Exercise:
Write the listing below out again word for word, without a single picture.

#####

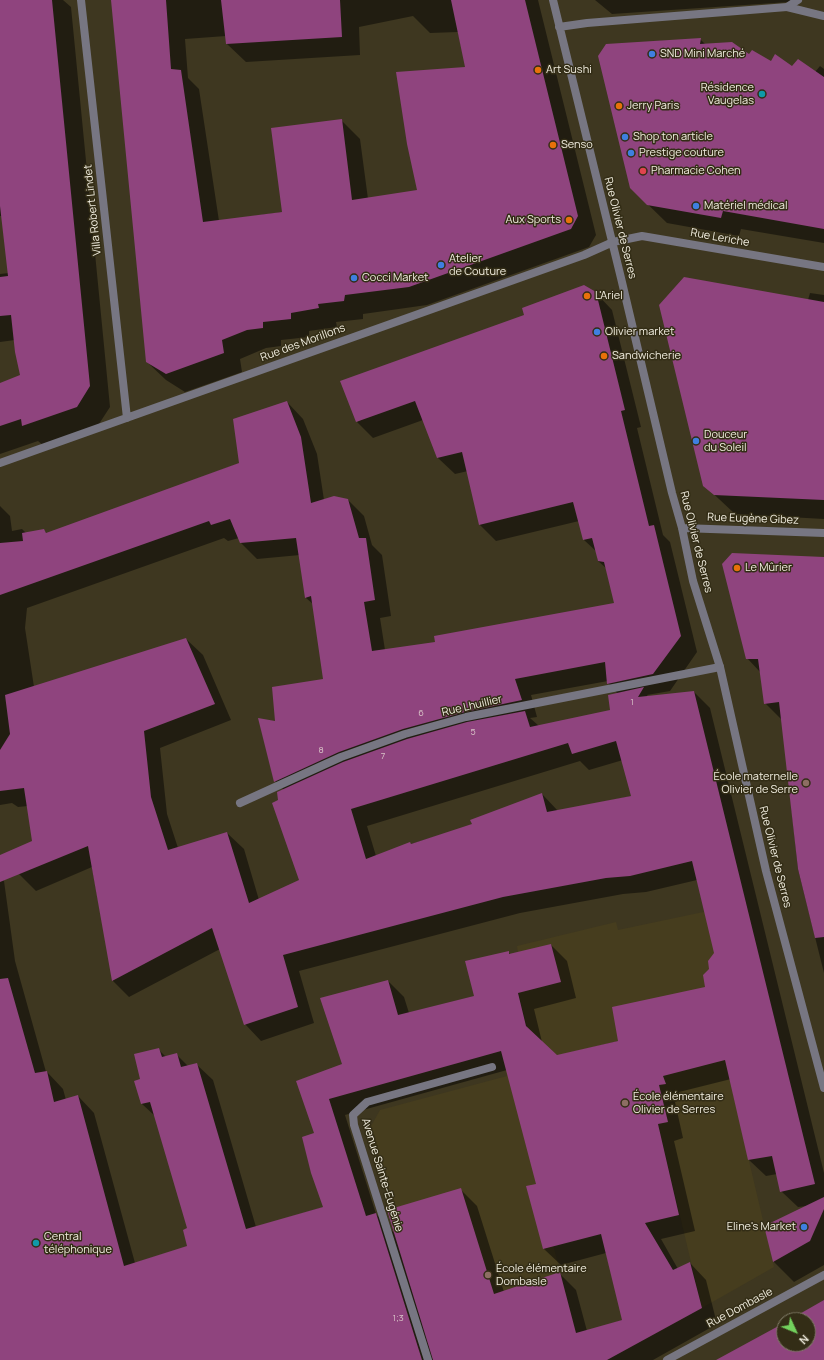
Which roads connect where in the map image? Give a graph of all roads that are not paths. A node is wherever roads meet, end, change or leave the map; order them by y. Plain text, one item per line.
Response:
1 (81, 0) edge
2 (553, 0) edge
3 (798, 0) edge
4 (787, 7) junction
5 (824, 16) edge
6 (560, 27) junction
7 (613, 242) junction
8 (824, 267) edge
9 (127, 418) junction
10 (0, 463) edge
11 (682, 528) junction
12 (824, 533) edge
13 (720, 667) junction
14 (240, 803) dead end
15 (492, 1067) dead end
16 (824, 1088) edge
17 (824, 1275) edge
18 (428, 1360) edge
19 (667, 1360) edge

1 - 9 street, Villa Robert Lindet
2 - 6 street, Rue Olivier de Serres
3 - 4 street
4 - 5 street
4 - 6 street
6 - 7 street, Rue Olivier de Serres
7 - 8 street, Rue Leriche
7 - 9 street, Rue des Morillons
7 - 11 street, Rue Olivier de Serres
9 - 10 street, Rue des Morillons
11 - 12 street, Rue Eugène Gibez
11 - 13 street, Rue Olivier de Serres
13 - 14 street, Rue Lhuillier
13 - 16 street, Rue Olivier de Serres
15 - 18 street, Avenue Sainte-Eugénie
17 - 19 street, Rue Dombasle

#####

Answer to the exercise:
Which roads connect where in the map image? Give a graph of all roads that are not paths. A node is wherever roads meet, end, change or leave the map; order them by y. Plain text, one item per line.
Response:
1 (81, 0) edge
2 (553, 0) edge
3 (798, 0) edge
4 (787, 7) junction
5 (824, 16) edge
6 (560, 27) junction
7 (613, 242) junction
8 (824, 267) edge
9 (127, 418) junction
10 (0, 463) edge
11 (682, 528) junction
12 (824, 533) edge
13 (720, 667) junction
14 (240, 803) dead end
15 (492, 1067) dead end
16 (824, 1088) edge
17 (824, 1275) edge
18 (428, 1360) edge
19 (667, 1360) edge

1 - 9 street, Villa Robert Lindet
2 - 6 street, Rue Olivier de Serres
3 - 4 street
4 - 5 street
4 - 6 street
6 - 7 street, Rue Olivier de Serres
7 - 8 street, Rue Leriche
7 - 9 street, Rue des Morillons
7 - 11 street, Rue Olivier de Serres
9 - 10 street, Rue des Morillons
11 - 12 street, Rue Eugène Gibez
11 - 13 street, Rue Olivier de Serres
13 - 14 street, Rue Lhuillier
13 - 16 street, Rue Olivier de Serres
15 - 18 street, Avenue Sainte-Eugénie
17 - 19 street, Rue Dombasle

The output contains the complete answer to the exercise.